Elza Soares é a dona do fim do mundo

Alguns anos atrás tive a chance de assistir Elza Soares numa gravação da MTV que reunia artistas de diferentes estilos num mesmo palco. Aquilo pra mim já estava sendo o máximo, mas ela roubou a cena. Durante o intervalo alguém da plateia gritou pra que ela cantarolasse a canção Meu Guri, de Chico Buarque. Elza prontamente atendeu ao pedido, silenciando o lugar com sua voz rouca potente, sem qualquer arranjo ou instrumento e fez uma plateia de pouco mais de 200 pessoas chorar. Eu fui um destes.

Outros anos se passaram e agora Elza bate à nossa porta com o lançamento de mais um álbum, desta vez só com composições inéditas. A imprensa já considera o novo trabalho como um “álbum histórico”. Com seus incríveis e bem vividos 78 anos de idade pode-se dizer que Elza continua a brilhar. Merecidamente. São aproximadamente 60 anos de carreira.

São mais de cinquenta discos – o primeiro completamente com faixas inéditas – e lançar A mulher do fim do mundo celebra suas origens. O fim do mundo que Elza canta é a favela.
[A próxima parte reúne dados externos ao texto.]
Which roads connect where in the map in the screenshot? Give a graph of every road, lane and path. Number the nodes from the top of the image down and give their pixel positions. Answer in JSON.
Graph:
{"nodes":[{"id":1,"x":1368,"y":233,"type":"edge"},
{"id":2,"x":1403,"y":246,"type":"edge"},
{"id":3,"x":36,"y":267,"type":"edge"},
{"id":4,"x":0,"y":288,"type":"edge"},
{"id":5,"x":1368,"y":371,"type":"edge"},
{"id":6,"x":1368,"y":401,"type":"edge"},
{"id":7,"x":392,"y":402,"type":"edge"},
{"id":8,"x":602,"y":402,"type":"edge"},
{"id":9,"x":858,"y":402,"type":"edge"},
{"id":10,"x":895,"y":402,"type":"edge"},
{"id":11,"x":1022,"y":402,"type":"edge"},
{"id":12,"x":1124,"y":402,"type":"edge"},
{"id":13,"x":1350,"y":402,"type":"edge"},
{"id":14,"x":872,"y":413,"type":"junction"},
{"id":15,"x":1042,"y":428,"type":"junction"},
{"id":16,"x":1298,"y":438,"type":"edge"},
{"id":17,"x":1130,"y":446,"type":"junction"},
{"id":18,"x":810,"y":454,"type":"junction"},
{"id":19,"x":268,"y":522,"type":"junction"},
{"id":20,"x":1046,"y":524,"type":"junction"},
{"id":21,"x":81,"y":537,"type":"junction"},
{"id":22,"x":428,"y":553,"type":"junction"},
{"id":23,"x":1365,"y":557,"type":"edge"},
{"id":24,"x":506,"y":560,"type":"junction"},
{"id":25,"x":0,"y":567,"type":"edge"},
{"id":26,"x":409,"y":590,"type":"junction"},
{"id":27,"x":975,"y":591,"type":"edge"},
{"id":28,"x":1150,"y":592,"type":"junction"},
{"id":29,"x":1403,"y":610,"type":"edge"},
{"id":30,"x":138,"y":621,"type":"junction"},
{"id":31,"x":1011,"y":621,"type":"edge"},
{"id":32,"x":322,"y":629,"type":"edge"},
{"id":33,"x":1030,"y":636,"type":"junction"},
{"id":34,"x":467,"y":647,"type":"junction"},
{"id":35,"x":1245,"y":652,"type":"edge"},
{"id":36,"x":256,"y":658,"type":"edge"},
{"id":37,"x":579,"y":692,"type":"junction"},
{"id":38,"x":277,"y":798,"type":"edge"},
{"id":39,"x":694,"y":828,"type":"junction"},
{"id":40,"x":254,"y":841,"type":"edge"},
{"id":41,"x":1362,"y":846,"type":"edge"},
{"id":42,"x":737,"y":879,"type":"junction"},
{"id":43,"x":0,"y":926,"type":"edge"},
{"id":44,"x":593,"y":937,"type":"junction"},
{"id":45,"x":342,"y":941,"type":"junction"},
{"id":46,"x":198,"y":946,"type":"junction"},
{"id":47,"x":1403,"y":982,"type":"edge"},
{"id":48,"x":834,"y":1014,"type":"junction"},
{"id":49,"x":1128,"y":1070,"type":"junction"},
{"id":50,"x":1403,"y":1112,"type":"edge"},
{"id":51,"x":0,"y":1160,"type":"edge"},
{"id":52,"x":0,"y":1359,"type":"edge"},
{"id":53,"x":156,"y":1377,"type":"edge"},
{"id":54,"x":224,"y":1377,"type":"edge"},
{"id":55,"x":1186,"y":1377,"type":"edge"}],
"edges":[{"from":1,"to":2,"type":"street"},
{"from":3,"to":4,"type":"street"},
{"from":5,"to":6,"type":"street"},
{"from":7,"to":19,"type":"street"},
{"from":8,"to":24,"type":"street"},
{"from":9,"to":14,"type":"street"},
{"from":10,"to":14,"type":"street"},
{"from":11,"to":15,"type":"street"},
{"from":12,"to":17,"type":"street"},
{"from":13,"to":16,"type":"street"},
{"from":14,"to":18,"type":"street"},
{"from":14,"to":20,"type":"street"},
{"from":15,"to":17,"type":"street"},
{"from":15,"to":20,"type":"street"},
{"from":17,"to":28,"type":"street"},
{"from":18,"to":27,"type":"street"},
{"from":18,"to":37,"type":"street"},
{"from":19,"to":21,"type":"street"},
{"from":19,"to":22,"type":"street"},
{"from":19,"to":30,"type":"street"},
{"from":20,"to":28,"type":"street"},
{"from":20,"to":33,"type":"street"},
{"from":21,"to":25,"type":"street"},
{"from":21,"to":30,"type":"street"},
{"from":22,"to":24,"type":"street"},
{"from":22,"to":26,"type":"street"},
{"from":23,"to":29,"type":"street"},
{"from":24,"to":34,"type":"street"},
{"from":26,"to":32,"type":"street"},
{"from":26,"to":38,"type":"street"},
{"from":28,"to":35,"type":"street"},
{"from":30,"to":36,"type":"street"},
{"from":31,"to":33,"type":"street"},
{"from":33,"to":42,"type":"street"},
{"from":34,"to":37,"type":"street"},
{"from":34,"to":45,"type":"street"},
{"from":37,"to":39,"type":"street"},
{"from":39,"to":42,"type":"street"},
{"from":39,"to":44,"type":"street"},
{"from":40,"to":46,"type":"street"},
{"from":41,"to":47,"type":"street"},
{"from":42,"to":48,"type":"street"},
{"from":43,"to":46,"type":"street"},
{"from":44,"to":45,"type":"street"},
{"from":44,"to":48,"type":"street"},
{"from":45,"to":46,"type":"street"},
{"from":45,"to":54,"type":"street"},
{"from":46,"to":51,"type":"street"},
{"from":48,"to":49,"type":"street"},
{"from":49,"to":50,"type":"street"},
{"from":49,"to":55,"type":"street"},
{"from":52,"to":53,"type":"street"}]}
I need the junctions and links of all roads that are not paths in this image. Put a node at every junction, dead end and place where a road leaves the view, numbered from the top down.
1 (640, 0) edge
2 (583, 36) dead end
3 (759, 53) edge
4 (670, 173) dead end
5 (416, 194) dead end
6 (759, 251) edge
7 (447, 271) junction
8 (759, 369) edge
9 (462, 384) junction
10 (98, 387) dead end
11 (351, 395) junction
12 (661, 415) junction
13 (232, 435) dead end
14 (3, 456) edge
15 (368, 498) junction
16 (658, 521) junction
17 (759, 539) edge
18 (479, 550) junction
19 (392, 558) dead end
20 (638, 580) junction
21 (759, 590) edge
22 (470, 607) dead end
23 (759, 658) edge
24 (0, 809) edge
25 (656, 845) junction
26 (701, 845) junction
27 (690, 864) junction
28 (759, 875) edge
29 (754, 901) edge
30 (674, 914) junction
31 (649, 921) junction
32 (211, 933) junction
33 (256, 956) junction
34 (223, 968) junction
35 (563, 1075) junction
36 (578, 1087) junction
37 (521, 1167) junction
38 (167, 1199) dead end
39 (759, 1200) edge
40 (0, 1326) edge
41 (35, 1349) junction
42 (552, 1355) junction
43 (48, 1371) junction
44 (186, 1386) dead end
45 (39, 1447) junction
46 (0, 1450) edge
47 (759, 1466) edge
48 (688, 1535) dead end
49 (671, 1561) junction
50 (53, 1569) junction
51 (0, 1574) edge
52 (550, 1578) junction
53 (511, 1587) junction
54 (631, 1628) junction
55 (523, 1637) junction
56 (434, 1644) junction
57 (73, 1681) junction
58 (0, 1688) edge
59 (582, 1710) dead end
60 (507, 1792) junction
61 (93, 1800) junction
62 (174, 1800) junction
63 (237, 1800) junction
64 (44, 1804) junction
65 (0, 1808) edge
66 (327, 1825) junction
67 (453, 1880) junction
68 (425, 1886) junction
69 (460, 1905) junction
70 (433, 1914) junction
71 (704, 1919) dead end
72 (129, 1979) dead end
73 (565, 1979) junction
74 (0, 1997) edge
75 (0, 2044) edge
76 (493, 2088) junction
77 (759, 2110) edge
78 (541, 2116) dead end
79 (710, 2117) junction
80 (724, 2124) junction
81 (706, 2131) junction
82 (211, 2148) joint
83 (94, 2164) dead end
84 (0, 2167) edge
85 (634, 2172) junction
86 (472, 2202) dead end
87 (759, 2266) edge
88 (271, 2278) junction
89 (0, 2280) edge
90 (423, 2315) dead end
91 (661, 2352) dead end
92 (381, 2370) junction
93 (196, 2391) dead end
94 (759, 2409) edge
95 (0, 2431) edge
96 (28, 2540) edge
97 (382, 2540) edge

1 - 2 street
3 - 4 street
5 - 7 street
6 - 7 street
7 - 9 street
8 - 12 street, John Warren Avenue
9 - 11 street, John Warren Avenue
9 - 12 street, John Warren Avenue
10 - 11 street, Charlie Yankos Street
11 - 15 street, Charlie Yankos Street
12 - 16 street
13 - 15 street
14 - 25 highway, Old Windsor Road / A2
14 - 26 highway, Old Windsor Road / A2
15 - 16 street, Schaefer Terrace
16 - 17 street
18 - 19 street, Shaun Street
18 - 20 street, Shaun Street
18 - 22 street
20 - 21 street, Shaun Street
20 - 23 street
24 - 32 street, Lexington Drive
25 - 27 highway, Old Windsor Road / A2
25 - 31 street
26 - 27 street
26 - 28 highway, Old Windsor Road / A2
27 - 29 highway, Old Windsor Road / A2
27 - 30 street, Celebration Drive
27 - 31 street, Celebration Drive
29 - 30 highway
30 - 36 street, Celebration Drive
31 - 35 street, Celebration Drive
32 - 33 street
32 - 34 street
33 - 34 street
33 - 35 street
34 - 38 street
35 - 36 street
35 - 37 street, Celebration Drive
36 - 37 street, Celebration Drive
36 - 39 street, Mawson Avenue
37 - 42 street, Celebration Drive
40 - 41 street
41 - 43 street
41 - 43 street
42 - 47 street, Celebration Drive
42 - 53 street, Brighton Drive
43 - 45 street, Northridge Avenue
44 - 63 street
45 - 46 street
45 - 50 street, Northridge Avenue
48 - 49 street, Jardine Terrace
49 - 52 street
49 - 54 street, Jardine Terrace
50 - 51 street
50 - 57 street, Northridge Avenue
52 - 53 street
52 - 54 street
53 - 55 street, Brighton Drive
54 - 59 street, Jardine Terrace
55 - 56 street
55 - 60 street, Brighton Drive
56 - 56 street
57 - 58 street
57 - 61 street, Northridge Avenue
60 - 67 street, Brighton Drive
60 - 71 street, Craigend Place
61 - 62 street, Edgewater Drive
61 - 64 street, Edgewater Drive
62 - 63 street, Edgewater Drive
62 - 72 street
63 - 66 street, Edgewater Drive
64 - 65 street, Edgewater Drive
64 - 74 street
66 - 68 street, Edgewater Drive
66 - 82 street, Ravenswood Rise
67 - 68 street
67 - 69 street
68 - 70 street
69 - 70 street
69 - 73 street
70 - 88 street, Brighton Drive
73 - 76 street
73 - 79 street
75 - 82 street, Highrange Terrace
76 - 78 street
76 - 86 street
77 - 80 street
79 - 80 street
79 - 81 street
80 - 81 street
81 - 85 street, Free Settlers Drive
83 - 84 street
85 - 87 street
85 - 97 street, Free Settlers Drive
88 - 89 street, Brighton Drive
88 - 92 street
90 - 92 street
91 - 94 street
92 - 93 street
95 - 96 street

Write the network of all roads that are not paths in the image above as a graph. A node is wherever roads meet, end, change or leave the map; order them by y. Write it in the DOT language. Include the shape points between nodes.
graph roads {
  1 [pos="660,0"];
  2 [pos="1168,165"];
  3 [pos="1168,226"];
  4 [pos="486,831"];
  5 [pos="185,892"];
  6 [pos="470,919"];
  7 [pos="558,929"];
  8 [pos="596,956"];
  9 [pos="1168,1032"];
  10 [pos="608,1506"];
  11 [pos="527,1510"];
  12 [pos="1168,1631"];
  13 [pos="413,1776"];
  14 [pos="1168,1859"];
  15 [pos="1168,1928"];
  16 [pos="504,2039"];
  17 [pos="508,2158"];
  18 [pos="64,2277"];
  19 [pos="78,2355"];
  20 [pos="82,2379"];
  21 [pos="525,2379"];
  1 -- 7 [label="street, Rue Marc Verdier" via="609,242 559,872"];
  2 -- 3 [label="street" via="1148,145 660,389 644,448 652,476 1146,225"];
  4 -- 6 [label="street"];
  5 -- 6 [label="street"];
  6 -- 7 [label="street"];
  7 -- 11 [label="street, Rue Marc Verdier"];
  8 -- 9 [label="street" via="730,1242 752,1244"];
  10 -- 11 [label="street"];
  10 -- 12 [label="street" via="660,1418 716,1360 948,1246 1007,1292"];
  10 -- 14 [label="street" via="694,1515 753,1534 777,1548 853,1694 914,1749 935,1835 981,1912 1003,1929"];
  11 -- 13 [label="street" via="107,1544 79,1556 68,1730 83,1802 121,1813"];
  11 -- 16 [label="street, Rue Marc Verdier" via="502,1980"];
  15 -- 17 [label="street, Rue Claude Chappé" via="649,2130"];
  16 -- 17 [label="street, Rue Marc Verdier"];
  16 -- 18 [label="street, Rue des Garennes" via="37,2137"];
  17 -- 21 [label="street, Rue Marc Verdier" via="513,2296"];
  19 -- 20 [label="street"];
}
Foi na favela que Elza nasceu e cresceu, e no disco Elza desfila por momentos que remetem à sua própria experiência no morro.

O disco abre com uma voz à capela, que parece que vai falhar. Traz na voz uma dor, um sofrimento. Chega a soar como um último suspiro, mas serve pra deixar a mensagem de que o que ela quer e que a deixem cantar até o final. “Eu sou mulher do fim do mundo… Até o fim eu vou cantar… Eu quero é cantar…. Eu vou cantar até o fim…”.

Em Maria da Vila Matilde Elza braveja que o cabra vai se “arrepender de levantar a mão pra mim” e traça o cenário de uma vingança (merecida) caso ele ousasse ao ato. Pra mim é a melhor faixa do novo disco. Traz uma carga emocional de quem sofreu com a violência doméstica, como tantas e outras Marias deste Brasil. “Quando sua mãe ligar eu capricho no esculacho”. Bravo! É não se calar diante da covardia.

Elza flerta na mistura do samba, com hip-hop, com sons distorcidos que chegam a criar incômodo. Mas é isso que ela quer. Retratar o fim do mundo. Retratar o barulho, a voz daqueles que são oprimidos e encarados de forma tão negligenciada.  “O mundo vai terminar num poço cheio de merda“, profetiza em Luz Vermelha.

A malícia, a malandragem, o grito estridente rouco estão sempre por aí, desenhando o disco. Até os palavrões tão naturalmente soltos poderiam soar como poesia. “Pra fuder, pra fuder, pra fuder, pra fuder….”.

“Traz na carne uma bala perdida”, “debaixo do cimento não tenho pressa“, “almas perdidas navegam o rio“…. Cenários que trazem a realidade que a gente lê no jornal, vê na TV e tampa o olho para o que acontece bem ao nosso lado, ou você vive numa bolha de cristal completamente distante do que a nossa sociedade enfrenta e não é capaz de enxergar?!

O disco termina com uma sequência de Elza à capela e por mais de um minuto um silêncio agonizante em que pode-se ouvir murmúrios da cantora. Ela quer ser ouvida até o fim. E coroa o trabalho que a gente aplaude de pé!

“O que me fez morrer, vai me fazer voltar”! 

Um arrependimento: Por um lapso do destino perdi a estreia do espetáculo desse álbum, aqui em São Paulo, no último final de semana! Arrependimento mata!

Nota: 8,5

P.s Sonhos?! Abraçar a Elza! E agradecer pela coragem de escancarar o fim do mundo.